You honestly feel for Joe Foust as he flails about the stage in a forced stupor of silliness. As the play's instigating Madman throwing everyone in the police station for a loop, Foust is responsible for generating about 90 percent of the play's laughs.
The problem is that Foust's speedy comic timing and line deliveries mostly fail at their desired effect ( which only seems to make him work exhaustedly harder ) . Fo is partly to blame, since his Madman character cries out for a master comedian on the scale of Robin Williams, Roberto Benigni or Bill Irwin to succeed. Foust only starts winning real laughs when he uses the crutches of slapstick and outrageous costumes ( complete with Hitler mustache and wooden hands ) late in the second act.
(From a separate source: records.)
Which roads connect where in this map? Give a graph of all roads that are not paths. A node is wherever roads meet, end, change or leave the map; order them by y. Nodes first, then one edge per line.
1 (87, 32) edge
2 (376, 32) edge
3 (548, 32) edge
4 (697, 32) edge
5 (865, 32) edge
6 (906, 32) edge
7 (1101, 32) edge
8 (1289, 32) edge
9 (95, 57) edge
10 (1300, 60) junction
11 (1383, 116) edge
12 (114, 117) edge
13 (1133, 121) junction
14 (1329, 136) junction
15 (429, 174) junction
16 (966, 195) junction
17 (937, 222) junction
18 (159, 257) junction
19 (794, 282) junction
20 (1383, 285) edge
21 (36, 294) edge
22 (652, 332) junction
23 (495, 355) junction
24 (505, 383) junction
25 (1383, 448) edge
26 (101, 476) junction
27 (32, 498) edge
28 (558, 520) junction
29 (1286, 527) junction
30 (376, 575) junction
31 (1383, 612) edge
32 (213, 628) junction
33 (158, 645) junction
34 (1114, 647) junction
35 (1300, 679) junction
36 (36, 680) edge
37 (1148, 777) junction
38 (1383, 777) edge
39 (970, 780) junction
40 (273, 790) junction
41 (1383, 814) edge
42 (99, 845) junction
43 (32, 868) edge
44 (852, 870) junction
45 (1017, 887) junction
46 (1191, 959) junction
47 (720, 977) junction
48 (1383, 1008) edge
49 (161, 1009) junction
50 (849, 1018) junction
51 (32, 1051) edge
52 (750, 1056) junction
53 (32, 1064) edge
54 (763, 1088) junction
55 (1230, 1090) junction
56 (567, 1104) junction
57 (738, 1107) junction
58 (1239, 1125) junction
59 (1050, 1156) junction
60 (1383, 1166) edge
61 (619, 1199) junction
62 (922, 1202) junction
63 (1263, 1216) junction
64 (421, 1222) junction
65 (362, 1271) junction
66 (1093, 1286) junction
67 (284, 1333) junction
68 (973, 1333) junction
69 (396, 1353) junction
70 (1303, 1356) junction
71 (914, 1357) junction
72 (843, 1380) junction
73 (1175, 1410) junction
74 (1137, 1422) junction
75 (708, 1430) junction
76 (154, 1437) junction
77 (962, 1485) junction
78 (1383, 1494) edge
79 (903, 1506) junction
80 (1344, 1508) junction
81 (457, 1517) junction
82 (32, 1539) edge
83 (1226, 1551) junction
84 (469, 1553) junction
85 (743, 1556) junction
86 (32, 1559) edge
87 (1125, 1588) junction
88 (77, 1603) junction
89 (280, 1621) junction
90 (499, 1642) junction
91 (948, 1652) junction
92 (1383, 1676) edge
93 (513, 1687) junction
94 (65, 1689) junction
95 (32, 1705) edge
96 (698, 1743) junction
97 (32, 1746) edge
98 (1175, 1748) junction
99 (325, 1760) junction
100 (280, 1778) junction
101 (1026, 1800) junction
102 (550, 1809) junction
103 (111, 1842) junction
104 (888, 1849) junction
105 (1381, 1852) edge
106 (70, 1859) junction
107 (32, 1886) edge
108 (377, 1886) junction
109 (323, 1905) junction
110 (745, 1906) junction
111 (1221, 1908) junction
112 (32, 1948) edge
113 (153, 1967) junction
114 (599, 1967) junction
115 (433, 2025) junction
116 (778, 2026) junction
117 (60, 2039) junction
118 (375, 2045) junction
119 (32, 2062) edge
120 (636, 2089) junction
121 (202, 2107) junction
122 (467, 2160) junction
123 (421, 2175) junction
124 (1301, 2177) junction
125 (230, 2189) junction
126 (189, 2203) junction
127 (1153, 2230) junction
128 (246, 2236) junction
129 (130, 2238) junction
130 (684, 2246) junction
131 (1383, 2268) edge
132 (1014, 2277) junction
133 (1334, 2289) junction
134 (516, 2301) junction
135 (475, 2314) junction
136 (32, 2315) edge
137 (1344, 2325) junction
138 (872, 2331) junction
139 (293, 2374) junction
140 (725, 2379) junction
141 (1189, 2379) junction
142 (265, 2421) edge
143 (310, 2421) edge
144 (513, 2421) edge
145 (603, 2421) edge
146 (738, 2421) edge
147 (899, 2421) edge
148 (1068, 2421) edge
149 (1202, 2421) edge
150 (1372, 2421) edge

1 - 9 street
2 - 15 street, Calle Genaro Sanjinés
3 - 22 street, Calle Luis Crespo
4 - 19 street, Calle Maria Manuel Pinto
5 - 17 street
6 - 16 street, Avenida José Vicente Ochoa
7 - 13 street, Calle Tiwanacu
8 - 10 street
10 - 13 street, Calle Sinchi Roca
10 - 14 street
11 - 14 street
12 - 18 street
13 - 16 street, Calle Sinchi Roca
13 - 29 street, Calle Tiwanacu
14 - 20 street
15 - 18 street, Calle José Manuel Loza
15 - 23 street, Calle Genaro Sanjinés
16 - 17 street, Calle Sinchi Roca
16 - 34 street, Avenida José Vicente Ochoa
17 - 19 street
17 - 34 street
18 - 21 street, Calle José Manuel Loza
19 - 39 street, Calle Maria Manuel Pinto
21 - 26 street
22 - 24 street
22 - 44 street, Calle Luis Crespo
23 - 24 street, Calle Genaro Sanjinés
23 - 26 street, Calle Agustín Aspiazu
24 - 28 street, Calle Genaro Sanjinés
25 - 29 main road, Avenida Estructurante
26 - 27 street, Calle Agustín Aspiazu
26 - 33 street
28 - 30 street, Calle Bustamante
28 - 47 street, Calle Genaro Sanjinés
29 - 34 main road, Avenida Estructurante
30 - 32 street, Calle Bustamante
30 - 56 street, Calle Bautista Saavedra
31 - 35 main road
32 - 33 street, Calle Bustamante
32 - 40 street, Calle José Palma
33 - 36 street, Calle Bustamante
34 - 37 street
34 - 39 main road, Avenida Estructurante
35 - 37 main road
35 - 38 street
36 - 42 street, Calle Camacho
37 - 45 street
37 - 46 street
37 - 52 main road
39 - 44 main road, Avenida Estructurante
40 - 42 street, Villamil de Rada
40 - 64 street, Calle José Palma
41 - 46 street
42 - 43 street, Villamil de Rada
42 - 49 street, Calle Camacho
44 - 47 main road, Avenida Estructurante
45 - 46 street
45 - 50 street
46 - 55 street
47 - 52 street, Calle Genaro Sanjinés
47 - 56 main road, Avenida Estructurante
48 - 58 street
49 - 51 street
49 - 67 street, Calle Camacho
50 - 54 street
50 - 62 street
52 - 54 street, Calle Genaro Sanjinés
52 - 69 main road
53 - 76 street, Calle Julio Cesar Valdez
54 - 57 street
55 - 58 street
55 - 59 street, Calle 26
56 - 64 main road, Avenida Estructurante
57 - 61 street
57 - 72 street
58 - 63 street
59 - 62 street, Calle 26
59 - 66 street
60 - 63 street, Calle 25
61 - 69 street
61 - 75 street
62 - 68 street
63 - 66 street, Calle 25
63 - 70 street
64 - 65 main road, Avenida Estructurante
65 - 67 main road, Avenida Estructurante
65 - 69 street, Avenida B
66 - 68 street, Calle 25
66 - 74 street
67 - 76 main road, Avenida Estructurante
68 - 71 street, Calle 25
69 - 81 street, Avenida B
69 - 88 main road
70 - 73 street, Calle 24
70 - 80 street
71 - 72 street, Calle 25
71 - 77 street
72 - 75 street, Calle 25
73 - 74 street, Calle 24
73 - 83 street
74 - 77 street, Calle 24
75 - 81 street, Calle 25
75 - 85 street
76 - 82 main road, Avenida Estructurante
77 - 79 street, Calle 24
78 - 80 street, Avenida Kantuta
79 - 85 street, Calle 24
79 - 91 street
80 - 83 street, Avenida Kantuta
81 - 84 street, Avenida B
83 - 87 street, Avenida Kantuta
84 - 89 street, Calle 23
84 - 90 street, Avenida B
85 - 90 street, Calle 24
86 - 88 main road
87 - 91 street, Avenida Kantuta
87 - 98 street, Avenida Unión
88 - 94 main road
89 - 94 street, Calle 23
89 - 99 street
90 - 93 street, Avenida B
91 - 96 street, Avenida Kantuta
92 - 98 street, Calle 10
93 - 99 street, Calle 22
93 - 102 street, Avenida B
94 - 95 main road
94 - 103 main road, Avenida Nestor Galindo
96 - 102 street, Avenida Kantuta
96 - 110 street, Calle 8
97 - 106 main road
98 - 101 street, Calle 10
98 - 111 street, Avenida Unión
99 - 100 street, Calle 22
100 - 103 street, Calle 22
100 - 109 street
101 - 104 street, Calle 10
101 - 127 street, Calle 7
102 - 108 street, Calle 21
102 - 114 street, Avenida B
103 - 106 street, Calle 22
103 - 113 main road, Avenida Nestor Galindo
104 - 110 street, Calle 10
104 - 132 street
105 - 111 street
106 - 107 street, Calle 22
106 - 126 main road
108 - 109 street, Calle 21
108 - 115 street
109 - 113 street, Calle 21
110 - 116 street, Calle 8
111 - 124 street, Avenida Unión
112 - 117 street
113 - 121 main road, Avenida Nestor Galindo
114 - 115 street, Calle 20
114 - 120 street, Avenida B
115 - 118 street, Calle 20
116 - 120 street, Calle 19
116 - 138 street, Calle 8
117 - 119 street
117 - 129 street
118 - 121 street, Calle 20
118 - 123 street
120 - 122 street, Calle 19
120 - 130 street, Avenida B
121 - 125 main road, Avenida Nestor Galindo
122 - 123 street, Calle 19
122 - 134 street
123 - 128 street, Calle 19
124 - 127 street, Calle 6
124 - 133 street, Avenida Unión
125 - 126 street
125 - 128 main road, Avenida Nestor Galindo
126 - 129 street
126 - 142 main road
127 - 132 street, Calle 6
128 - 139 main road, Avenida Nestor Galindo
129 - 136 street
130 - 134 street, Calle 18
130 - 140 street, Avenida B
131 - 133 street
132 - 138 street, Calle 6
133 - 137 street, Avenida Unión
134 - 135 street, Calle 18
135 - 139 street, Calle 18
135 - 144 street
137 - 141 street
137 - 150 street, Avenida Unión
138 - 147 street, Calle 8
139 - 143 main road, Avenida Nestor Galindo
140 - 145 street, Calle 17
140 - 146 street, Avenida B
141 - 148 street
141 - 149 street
The adequate supporting cast also does not help matters along by playing their contempt and outrage at the Madman too broadly. More of Sean Sinitski's grounded and low-key seething anger as the Turtleneck Inspector would have been welcome in his declaiming police force colleagues.
In the right hands, Accidental Death of an Anarchist would be a walloping scream of both comedy and criticism of corrupt governments that are more close-to-home than most people would like to think. Audiences at the Next Theatre no doubt will appreciate Fo's incisive commentary as a modern-day jester, they just won't be laughing along as fully as they could be.